Hurricane Maria spurs criticism of shipping laws
by Cole Lauterbach, Watchdog.org, Nov 13, 2017
Hurricane Maria’s damage in Puerto Rico has again brought attention to a century-old law that critics say is government cronyism at its worst, inflating consumer costs.
The Merchant Marine Act of 1920, commonly known as the Jones Act, says any shipment floating from one American port to another must be carried by an American-made boat, owned by an American company, and operated by an American crew. It also applies to American colonies such as Puerto Rico, which was given a temporary waiver to the rule so that aid could better get to people trying to recover from the September hurricane.
“To impose the Jones Act on the people of Puerto Rico is deplorable,” U.S. Rep. Luis Gutierrez, D-IL, told a crowd at the City Club of Chicago. “You cannot strangle an economy by saying that the only way that a state can ship its goods in or out is by using the most expensive shipping in the world.”
Keli’i Akina, president of the Grassroot Institute of Hawaii, said the Jones Act inflates the price of consumer goods on the islands and across the mainland U.S. as well.
“It doesn’t matter if you live in Puerto Rico or Iowa, it affects the entire nation,” he said.

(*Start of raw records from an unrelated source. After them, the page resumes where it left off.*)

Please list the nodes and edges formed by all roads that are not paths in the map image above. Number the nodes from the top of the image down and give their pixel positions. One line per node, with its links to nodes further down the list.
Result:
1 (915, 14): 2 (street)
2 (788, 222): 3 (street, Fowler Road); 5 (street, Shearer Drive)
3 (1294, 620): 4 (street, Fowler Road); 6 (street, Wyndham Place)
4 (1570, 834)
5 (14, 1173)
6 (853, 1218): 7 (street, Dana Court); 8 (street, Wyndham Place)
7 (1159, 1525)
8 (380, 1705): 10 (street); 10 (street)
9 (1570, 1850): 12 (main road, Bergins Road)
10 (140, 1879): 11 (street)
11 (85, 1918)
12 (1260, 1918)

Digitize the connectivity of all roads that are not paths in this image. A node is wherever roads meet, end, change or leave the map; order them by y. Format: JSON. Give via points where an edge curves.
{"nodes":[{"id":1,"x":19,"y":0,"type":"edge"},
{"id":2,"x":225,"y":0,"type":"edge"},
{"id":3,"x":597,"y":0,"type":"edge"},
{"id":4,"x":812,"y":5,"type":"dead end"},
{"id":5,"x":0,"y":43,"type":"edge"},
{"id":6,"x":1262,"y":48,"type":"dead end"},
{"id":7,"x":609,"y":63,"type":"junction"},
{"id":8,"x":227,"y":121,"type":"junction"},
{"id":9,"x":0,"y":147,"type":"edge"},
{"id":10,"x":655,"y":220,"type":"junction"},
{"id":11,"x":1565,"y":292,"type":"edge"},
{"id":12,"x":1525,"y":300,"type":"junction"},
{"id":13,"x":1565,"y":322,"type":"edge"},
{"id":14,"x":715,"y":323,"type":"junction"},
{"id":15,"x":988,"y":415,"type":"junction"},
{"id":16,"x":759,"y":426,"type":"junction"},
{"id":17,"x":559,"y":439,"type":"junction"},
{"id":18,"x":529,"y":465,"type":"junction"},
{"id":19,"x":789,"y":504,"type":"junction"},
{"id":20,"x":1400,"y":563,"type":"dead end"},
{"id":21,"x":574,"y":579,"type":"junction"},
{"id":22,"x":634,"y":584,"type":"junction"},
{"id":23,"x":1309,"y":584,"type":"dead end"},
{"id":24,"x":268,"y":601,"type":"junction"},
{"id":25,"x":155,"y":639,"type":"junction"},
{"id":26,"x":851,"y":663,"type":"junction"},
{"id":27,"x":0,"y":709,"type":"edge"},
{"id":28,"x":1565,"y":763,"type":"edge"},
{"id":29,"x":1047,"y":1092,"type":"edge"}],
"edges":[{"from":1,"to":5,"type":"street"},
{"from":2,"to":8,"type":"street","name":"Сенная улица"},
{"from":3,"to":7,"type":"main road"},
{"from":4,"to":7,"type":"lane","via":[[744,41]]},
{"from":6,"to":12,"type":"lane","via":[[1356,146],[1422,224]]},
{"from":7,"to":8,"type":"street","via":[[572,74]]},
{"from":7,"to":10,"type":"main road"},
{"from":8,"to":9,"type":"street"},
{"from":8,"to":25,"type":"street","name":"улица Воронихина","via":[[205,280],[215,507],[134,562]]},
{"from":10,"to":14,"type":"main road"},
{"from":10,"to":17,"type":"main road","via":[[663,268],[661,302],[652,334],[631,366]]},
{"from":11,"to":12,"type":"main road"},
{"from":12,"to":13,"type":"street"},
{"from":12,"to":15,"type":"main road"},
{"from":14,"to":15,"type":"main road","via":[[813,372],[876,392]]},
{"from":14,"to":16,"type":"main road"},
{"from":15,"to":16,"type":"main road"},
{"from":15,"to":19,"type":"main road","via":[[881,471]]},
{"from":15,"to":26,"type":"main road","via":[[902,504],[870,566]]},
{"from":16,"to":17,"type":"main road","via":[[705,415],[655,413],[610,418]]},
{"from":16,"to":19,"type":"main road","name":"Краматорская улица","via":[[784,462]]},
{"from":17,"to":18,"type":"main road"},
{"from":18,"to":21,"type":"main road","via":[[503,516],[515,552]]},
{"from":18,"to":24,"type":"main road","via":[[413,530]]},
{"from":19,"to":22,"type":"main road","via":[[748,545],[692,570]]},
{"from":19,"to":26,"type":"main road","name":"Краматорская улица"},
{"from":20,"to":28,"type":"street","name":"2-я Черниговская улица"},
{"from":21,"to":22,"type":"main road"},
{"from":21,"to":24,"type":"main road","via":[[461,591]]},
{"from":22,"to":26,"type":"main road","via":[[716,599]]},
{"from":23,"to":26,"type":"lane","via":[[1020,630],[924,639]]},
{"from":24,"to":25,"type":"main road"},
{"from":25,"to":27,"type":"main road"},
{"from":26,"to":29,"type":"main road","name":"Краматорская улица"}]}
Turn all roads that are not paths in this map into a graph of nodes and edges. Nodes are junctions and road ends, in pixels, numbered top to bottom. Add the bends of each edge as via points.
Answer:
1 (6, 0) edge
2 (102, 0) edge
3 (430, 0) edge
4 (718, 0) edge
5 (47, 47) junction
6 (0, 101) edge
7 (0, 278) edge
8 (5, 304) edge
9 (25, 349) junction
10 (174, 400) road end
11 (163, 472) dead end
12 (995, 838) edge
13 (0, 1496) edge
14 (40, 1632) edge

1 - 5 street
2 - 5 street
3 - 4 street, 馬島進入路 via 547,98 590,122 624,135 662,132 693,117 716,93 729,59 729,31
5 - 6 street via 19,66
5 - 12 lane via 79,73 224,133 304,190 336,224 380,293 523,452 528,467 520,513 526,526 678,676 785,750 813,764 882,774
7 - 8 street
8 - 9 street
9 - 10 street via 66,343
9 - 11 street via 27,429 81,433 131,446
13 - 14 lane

It also pushes freight off boats and onto trucks, which adds to road damage and congestion.
“From milk to cars to housing, you live with that on virtually every consumer product,” Akina said.
The Grassroot Institute found that, as of this April, there are 171 privately owned U.S. flagged ships in operation but only 93 of them are eligible to operate under the Jones Act.
Defenders of the bill say it strengthens national security and creates local jobs.
“The U.S. maritime industry are first responders in times of emergency like Hurricane Irma and Maria, and Jacksonville is ground zero for getting shipments of goods to Puerto Rico quickly reliably and economically,” U.S. Rep. John Rutherford, R-FL, said in a committee hearing in October.
One work-around, Akina said, would be to allow commercial shippers to purchase craft made by the nation’s allies. This is the standard that the U.S. Armed Forces is held to and would allow for savings on more modern craft at lower prices but wouldn’t create the security issues with foreign interests creating the nation’s watercraft, he said.